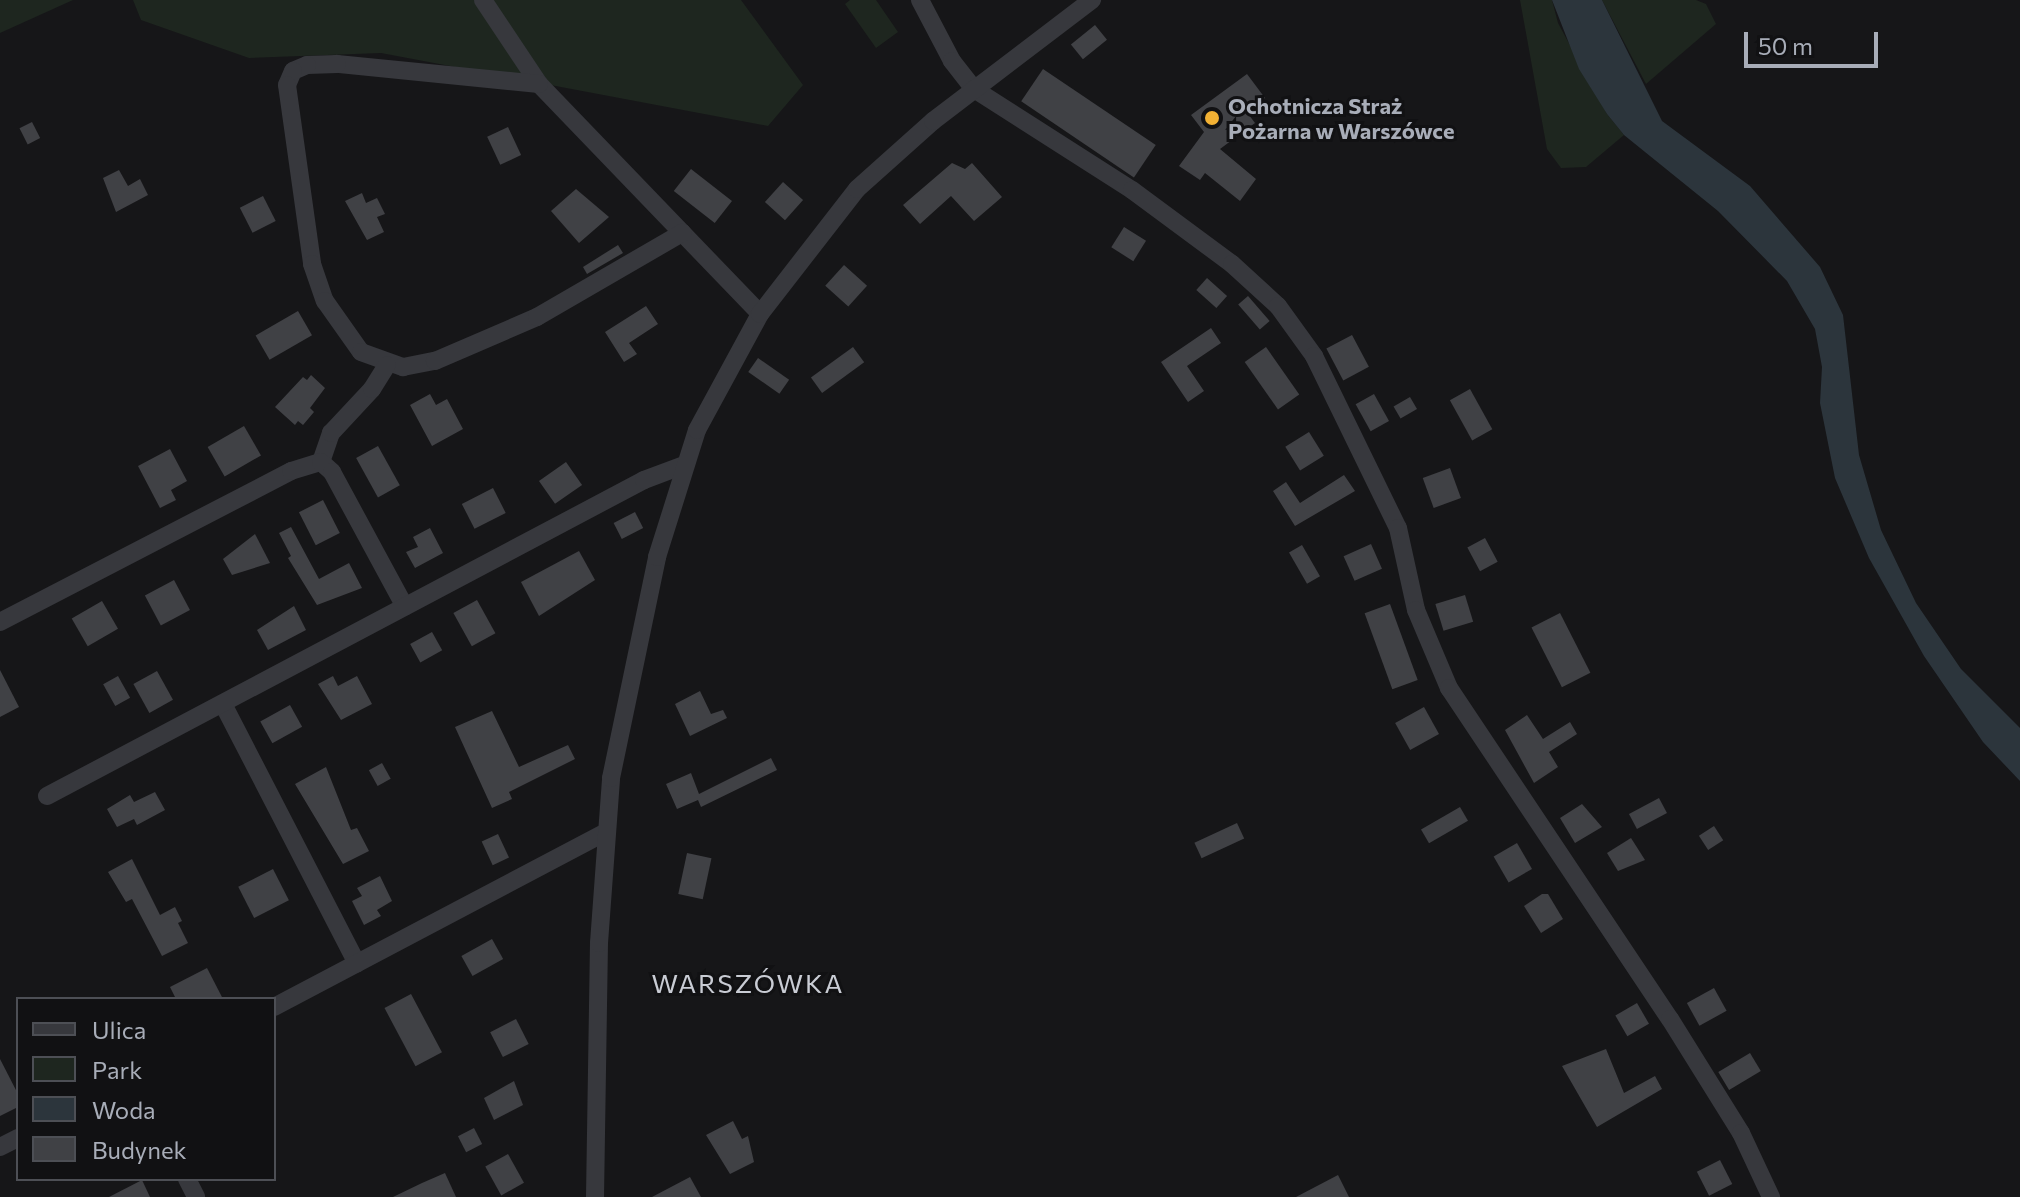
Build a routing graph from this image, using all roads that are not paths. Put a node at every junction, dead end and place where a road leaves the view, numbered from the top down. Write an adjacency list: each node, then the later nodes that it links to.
1 (483, 0): 4 (street)
2 (920, 0): 5 (street)
3 (1092, 0): 5 (street)
4 (539, 84): 6 (street); 8 (street)
5 (974, 89): 7 (street); 19 (street)
6 (682, 233): 7 (street); 8 (street)
7 (760, 314): 10 (street)
8 (387, 365): 9 (street)
9 (321, 462): 11 (street); 12 (street)
10 (684, 465): 11 (street); 15 (street)
11 (405, 607): 13 (street)
12 (0, 622)
13 (223, 704): 14 (street); 16 (street)
14 (47, 796)
15 (606, 832): 16 (street); 18 (street)
16 (357, 964): 17 (street)
17 (276, 1006)
18 (595, 1197)
19 (1771, 1197)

★ ★ ★ ★ ★

Excluding the images, return each record above precisely as written.

== Result of the exercise ==
Build a routing graph from this image, using all roads that are not paths. Put a node at every junction, dead end and place where a road leaves the view, numbered from the top down. Write an adjacency list: each node, then the later nodes that it links to.
1 (483, 0): 4 (street)
2 (920, 0): 5 (street)
3 (1092, 0): 5 (street)
4 (539, 84): 6 (street); 8 (street)
5 (974, 89): 7 (street); 19 (street)
6 (682, 233): 7 (street); 8 (street)
7 (760, 314): 10 (street)
8 (387, 365): 9 (street)
9 (321, 462): 11 (street); 12 (street)
10 (684, 465): 11 (street); 15 (street)
11 (405, 607): 13 (street)
12 (0, 622)
13 (223, 704): 14 (street); 16 (street)
14 (47, 796)
15 (606, 832): 16 (street); 18 (street)
16 (357, 964): 17 (street)
17 (276, 1006)
18 (595, 1197)
19 (1771, 1197)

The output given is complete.